Не было клеветы, насмешки, тайных подвохов и ухищрений, которым не подвергла бы его политически-сектантская человеческая злоба.

Возникновение и жизнь масонских лож, их сила и значение в жизни России еще ждут своего правдивого историка, вернее, наблюдателя. Да и дождутся ли они его?.. Печатью глубокой тайны, в которую посвящены отдельные, и притом неведомые самой масонской армии, главнокомандующие единицы, покрыта сущность их деятельности, их средства и цели как былые, так и настоящие. Масонство, с уверенностью можно утверждать, существует и ныне, под другою личиной, но разрушительные его и главным образом антихристианские, точнее антихристовы цели остались всё те же.
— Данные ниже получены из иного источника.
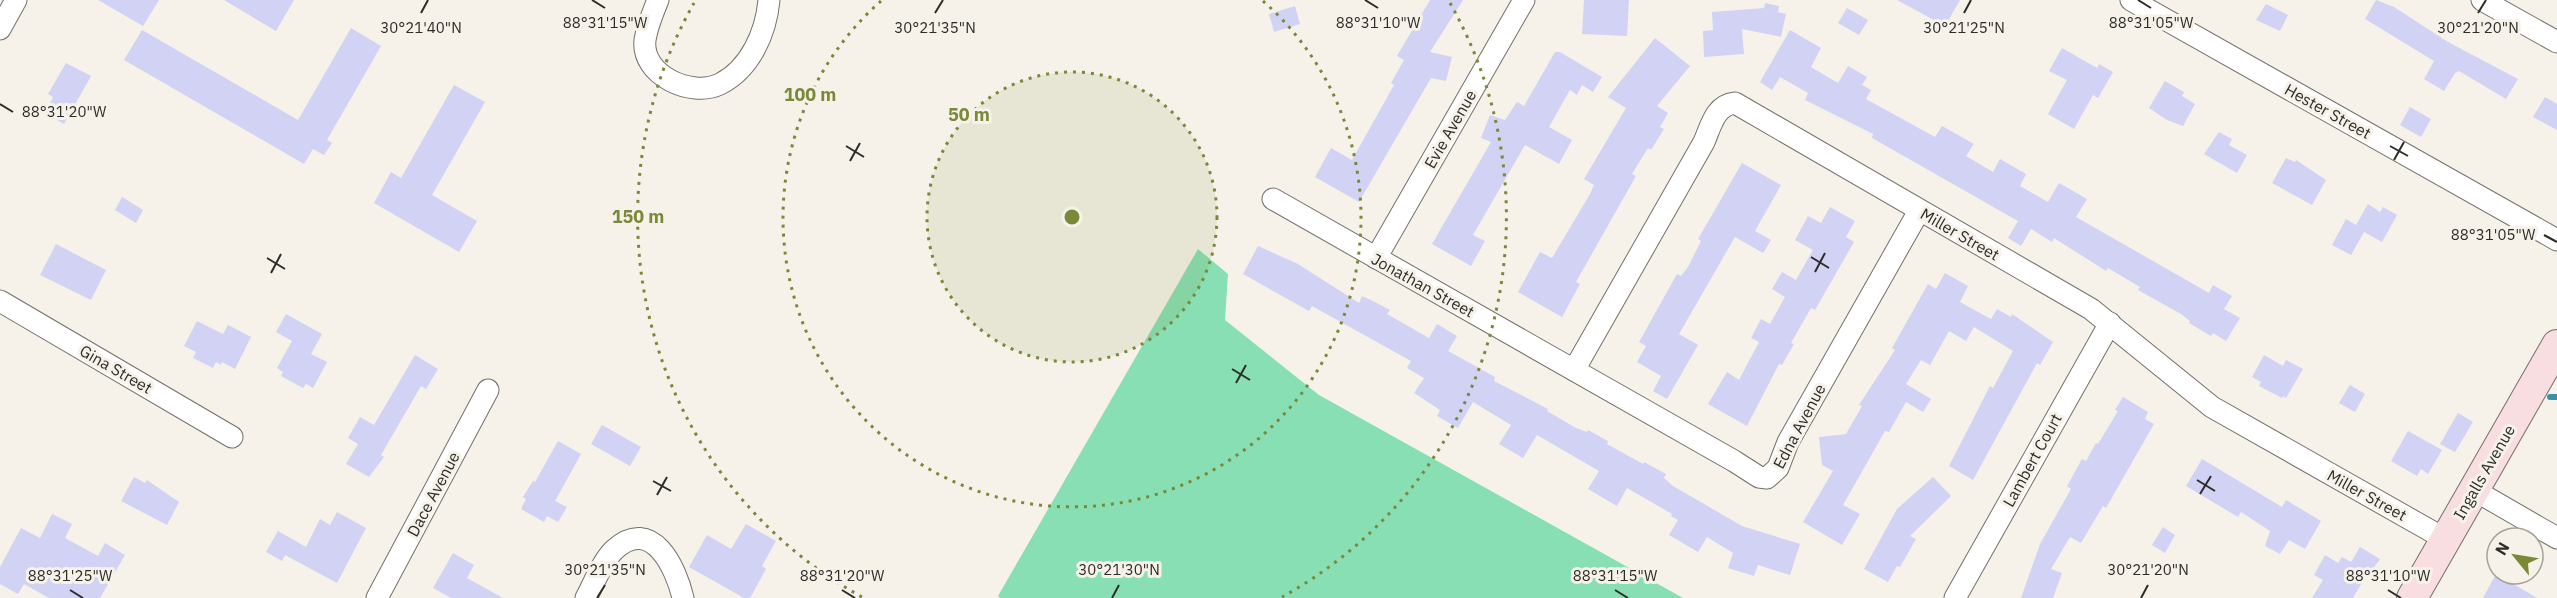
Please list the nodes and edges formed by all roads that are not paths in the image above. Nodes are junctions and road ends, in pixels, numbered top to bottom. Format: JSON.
{"nodes":[{"id":1,"x":16,"y":0,"type":"edge"},
{"id":2,"x":657,"y":0,"type":"edge"},
{"id":3,"x":769,"y":0,"type":"edge"},
{"id":4,"x":1524,"y":0,"type":"edge"},
{"id":5,"x":2131,"y":0,"type":"edge"},
{"id":6,"x":2482,"y":0,"type":"edge"},
{"id":7,"x":0,"y":29,"type":"edge"},
{"id":8,"x":2557,"y":42,"type":"edge"},
{"id":9,"x":1273,"y":199,"type":"dead end"},
{"id":10,"x":1920,"y":211,"type":"junction"},
{"id":11,"x":2557,"y":240,"type":"edge"},
{"id":12,"x":1376,"y":258,"type":"junction"},
{"id":13,"x":0,"y":301,"type":"edge"},
{"id":14,"x":2110,"y":323,"type":"junction"},
{"id":15,"x":2557,"y":345,"type":"edge"},
{"id":16,"x":1574,"y":370,"type":"junction"},
{"id":17,"x":488,"y":390,"type":"dead end"},
{"id":18,"x":232,"y":437,"type":"dead end"},
{"id":19,"x":2474,"y":490,"type":"junction"},
{"id":20,"x":2557,"y":538,"type":"edge"},
{"id":21,"x":2445,"y":539,"type":"junction"},
{"id":22,"x":377,"y":598,"type":"edge"},
{"id":23,"x":586,"y":598,"type":"edge"},
{"id":24,"x":683,"y":598,"type":"edge"},
{"id":25,"x":1955,"y":598,"type":"edge"},
{"id":26,"x":2412,"y":598,"type":"edge"}],
"edges":[{"from":1,"to":7,"type":"street"},
{"from":2,"to":3,"type":"street"},
{"from":4,"to":12,"type":"street","name":"Evie Avenue"},
{"from":5,"to":11,"type":"street","name":"Hester Street"},
{"from":6,"to":8,"type":"street"},
{"from":9,"to":12,"type":"street","name":"Jonathan Street"},
{"from":10,"to":14,"type":"street","name":"Miller Street"},
{"from":10,"to":16,"type":"street","name":"Edna Avenue"},
{"from":10,"to":16,"type":"street","name":"Miller Street"},
{"from":12,"to":16,"type":"street","name":"Jonathan Street"},
{"from":13,"to":18,"type":"street","name":"Gina Street"},
{"from":14,"to":21,"type":"street","name":"Miller Street"},
{"from":14,"to":25,"type":"street","name":"Lambert Court"},
{"from":15,"to":19,"type":"main road","name":"Ingalls Avenue"},
{"from":17,"to":22,"type":"street","name":"Dace Avenue"},
{"from":19,"to":20,"type":"street"},
{"from":19,"to":21,"type":"main road","name":"Ingalls Avenue"},
{"from":21,"to":26,"type":"main road","name":"Ingalls Avenue"},
{"from":23,"to":24,"type":"street"}]}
Многострадальная жизнь Николая Александровича Мотовилова, с энергией отчаяния боровшегося за лучшие дворянские заветы прошлого, до фанатизма преданного Самодержавию, нравственно замученного исповедника Православной Веры, намеренно оттертого от полезной и глубоко патриотической общественной деятельности — поучительнейший пример того, что значило в то время, да, пожалуй, и в наше — открыто восстать против этой тайной, но великой подпольной силы.

Если бы Господь не отвел энергии недюжинной силы Мотовилова на другое, истинно богоугодное дело, ему пришлось бы преждевременно покончить свои расчеты с земною жизнью: масонская сила никогда не останавливалась перед тайным убийством тех, кого считала для себя опасными.